Deduziu que os comboios levaram a sua família para Auschwitz, um campo de extermínio. Recentemente o seu pai adotivo revelou que o governo autorizou o assassinato em massa nesses campos. Saber que toda a sua família possivelmente foi exterminada deixou-lhe com um frio no estômago. Abaixou a cabeça, com as mãos no rosto. Tentou esconder toda a sua frustração, toda a sua tristeza e a sua impotência em ter feito nada para salvá-los. Quando levantou o rosto, viu Dorota entrar na loja.

— Filha? Pensei que não viesse hoje.

Os olhares se cruzaram. Jacob levantou-se, aproximou-se dela, mas percebeu a sua fria recepção. Pensou ser a farda que usava, contudo Dorota pediu para esclarecer as coisas.

— Ficarei lá nos fundos para dar mais liberdade a vocês.

— Dorota... eu...

— Como você está?

— Bem. Estou bem. Consegui sobreviver a tantas coisas que você nem imagina.

— Que bom. Fico feliz que tenha se dado bem na vida.

Dorota sequer olhou para o rapaz, que notou ali a sua frieza inexplicável. A verdade era que, desde que chegou, as coisas pareciam estar estranhas demais.

— Jacob, sinto muito. Nada pode haver entre nós.

— Por que não? Foi uma promessa nossa, não? Quando saí daqui juramos nos reencontrar e voltar...

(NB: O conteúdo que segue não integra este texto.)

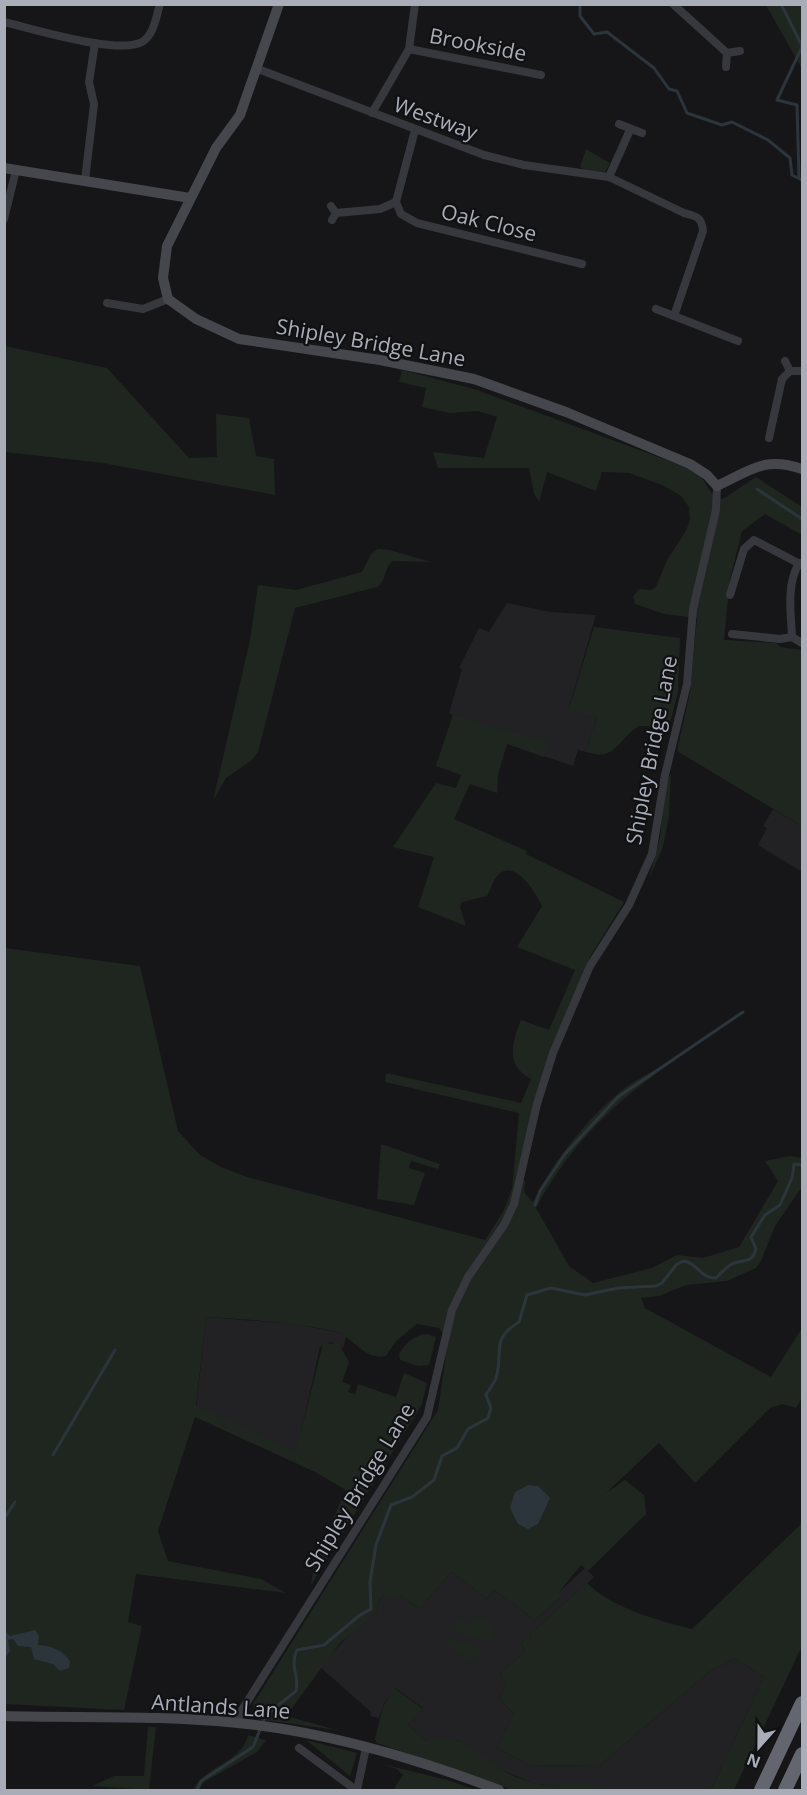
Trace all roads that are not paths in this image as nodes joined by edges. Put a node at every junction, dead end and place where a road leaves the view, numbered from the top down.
1 (160, 4) edge
2 (279, 4) edge
3 (415, 4) edge
4 (673, 4) edge
5 (4, 22) edge
6 (95, 43) junction
7 (410, 49) junction
8 (740, 51) dead end
9 (728, 53) junction
10 (726, 67) dead end
11 (258, 69) junction
12 (541, 75) dead end
13 (372, 113) junction
14 (620, 124) dead end
15 (415, 130) junction
16 (630, 130) junction
17 (642, 133) dead end
18 (10, 169) edge
19 (609, 177) junction
20 (85, 180) junction
21 (190, 198) junction
22 (396, 202) junction
23 (333, 213) dead end
24 (4, 219) edge
25 (582, 264) dead end
26 (168, 299) junction
27 (107, 303) dead end
28 (656, 309) dead end
29 (674, 316) junction
30 (738, 341) dead end
31 (785, 361) dead end
32 (790, 371) junction
33 (802, 371) edge
34 (769, 438) dead end
35 (802, 469) edge
36 (717, 486) junction
37 (801, 564) edge
38 (730, 595) dead end
39 (732, 634) dead end
40 (792, 637) junction
41 (802, 643) edge
42 (802, 1703) edge
43 (4, 1716) edge
44 (237, 1723) junction
45 (299, 1748) dead end
46 (366, 1748) junction
47 (802, 1754) edge
48 (357, 1791) edge
49 (499, 1791) edge
50 (761, 1791) edge
51 (785, 1791) edge

1 - 6 street
2 - 11 street
3 - 7 street
4 - 9 street
5 - 6 street
6 - 20 street
7 - 12 street, Brookside
7 - 13 street, Brookside
8 - 9 street
9 - 10 street
11 - 13 street, Westway
11 - 21 street
13 - 15 street, Westway
14 - 16 street
15 - 19 street, Westway
15 - 22 street
16 - 17 street
16 - 19 street
18 - 20 street
18 - 24 street
19 - 29 street, Westway
20 - 21 street
21 - 26 street
22 - 23 street
22 - 25 street, Oak Close
26 - 27 street
26 - 36 street, Shipley Bridge Lane
28 - 29 street
29 - 30 street
31 - 32 street
32 - 33 street
32 - 34 street
35 - 36 street
36 - 44 street, Shipley Bridge Lane
37 - 38 street
37 - 40 street
39 - 40 street
40 - 41 street
42 - 50 highway
43 - 44 street, Antlands Lane
44 - 46 street, Antlands Lane
45 - 48 street
46 - 48 street
46 - 49 street, Antlands Lane
47 - 51 highway

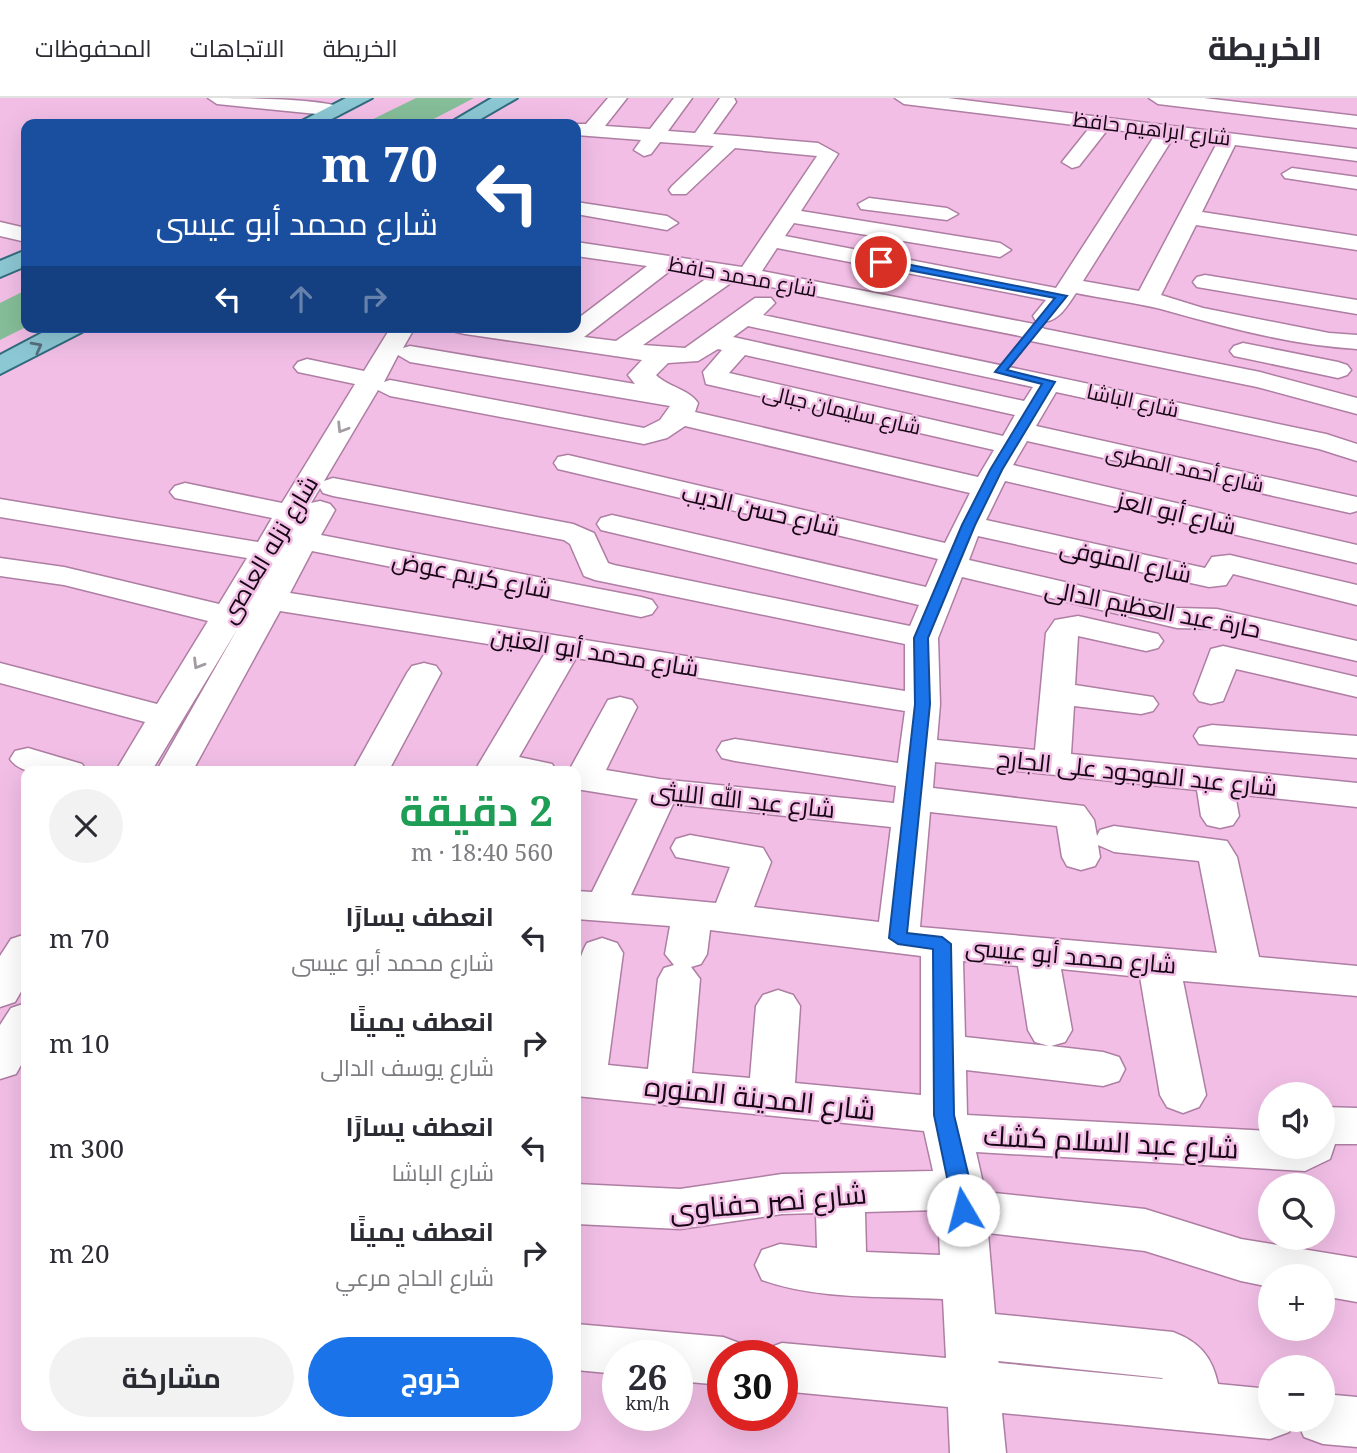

Mostrou a aliança no dedo esquerdo.

— Estou casada, Jacob. — Aquilo foi um choque de realidade para ele.

— Como assim? Não entendo.

— Um ano depois de você fugir para o leste, o governo alemão obrigou o governador da Polônia a usar jovens alemãs para serem as mães da futura geração da raça ariana. Apesar da minha mãe ser autossuficiente em casa e nos negócios, a falta de uma liderança masculina nos deixou vulneráveis. Seríamos deportadas para a Alemanha, porém não era isso que queríamos. Quando um outro primo da minha mãe se ofereceu para nos ajudar.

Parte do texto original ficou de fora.